Perspectives pour la N.M.C
La Nimba Mining Company S.A. se trouve à un carrefour crucial. Sa capacité à relancer l’exploitation de la concession de Boké, à mobiliser des ressources financières et à concrétiser les projets de transformation locale sera déterminante pour son succès. L’État guinéen, qui détient la totalité des parts de la N.M.C, devra également veiller à une gouvernance transparente pour éviter les écueils qui ont parfois marqué les entreprises publiques dans le passé. En parallèle, la N.M.C pourrait tirer parti de l’expertise technique accumulée par GAC, notamment en matière d’infrastructures portuaires et ferroviaires. La concession de Boké comprend un port à Kamsar et une ligne ferroviaire partagée, des atouts stratégiques pour l’exportation de la bauxite. En outre, l’accent mis par GAC sur la formation de la main-d’œuvre locale pourrait être poursuivi par la N.M.C pour maximiser les retombées sociales.

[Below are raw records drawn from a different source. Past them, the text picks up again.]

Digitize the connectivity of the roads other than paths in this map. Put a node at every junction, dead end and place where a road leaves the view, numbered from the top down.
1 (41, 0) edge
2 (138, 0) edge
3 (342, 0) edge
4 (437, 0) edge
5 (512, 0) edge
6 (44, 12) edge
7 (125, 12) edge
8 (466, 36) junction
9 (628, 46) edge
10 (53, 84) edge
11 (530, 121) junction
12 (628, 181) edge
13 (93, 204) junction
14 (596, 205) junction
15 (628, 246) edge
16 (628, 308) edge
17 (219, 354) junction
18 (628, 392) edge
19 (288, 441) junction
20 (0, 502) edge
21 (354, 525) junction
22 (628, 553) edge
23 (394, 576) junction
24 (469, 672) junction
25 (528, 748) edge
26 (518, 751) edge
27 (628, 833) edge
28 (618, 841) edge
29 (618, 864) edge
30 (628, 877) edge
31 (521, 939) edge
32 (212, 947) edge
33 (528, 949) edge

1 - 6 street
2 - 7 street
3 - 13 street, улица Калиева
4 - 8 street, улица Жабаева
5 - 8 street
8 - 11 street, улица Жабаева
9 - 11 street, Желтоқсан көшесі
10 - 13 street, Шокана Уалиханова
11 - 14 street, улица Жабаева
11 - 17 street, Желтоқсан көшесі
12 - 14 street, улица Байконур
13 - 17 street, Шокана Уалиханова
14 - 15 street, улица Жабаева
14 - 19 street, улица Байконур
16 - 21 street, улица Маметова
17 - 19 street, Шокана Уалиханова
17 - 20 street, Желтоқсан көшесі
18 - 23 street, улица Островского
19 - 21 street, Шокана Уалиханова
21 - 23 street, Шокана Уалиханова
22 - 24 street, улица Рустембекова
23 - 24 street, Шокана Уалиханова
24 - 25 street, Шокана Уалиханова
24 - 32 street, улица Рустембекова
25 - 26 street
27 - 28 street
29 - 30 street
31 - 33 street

Un signal fort pour l’avenir
La création de la Nimba Mining Company S.A. envoie un message clair : la Guinée entend reprendre la main sur ses ressources stratégiques. En confiant l’exploitation de la concession de GAC à une entité publique, le gouvernement guinéen affirme sa détermination à tirer profit de ses richesses minières tout en répondant aux attentes de sa population. Ce tournant pourrait redéfinir les relations entre la Guinée et ses partenaires miniers internationaux, tout en posant les bases d’un modèle économique plus autonome.

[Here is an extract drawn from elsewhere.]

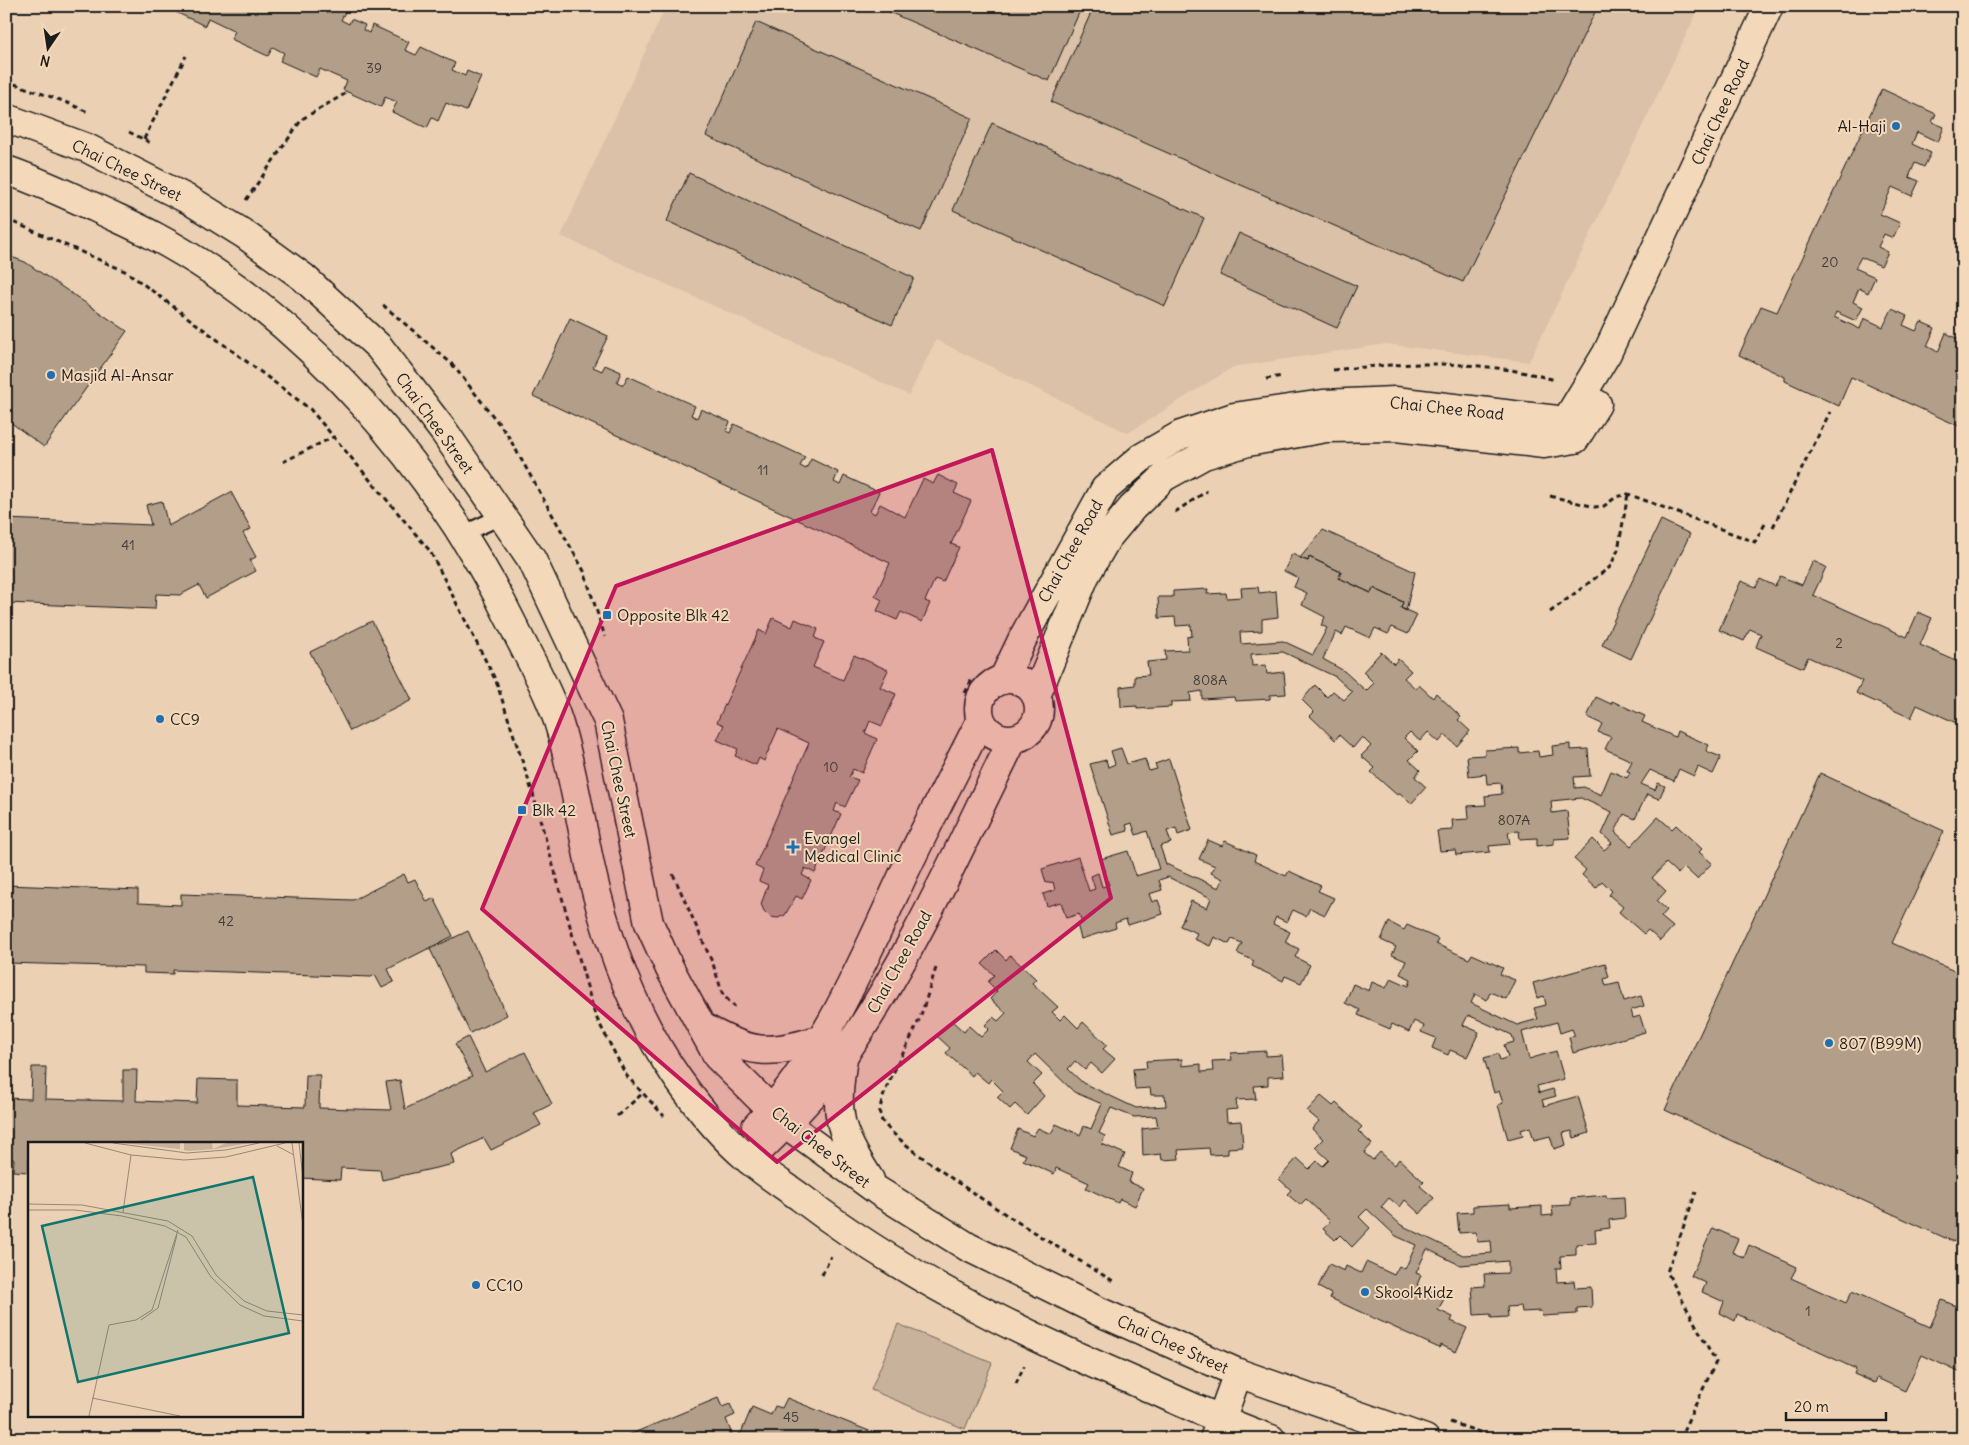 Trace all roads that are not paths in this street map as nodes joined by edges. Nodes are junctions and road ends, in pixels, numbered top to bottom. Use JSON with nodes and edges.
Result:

À l’approche d’échéances électorales cruciales en décembre 2025, cette décision renforce également l’image d’un gouvernement déterminé à défendre les intérêts nationaux. Cependant, le succès de la N.M.C dépendra de sa capacité à surmonter les défis logistiques, financiers et environnementaux, tout en maintenant la confiance des investisseurs. Alors que la Guinée se positionne comme un acteur clé du marché mondial de la bauxite, l’avenir de la N.M.C sera suivi de près, tant au niveau national qu’international.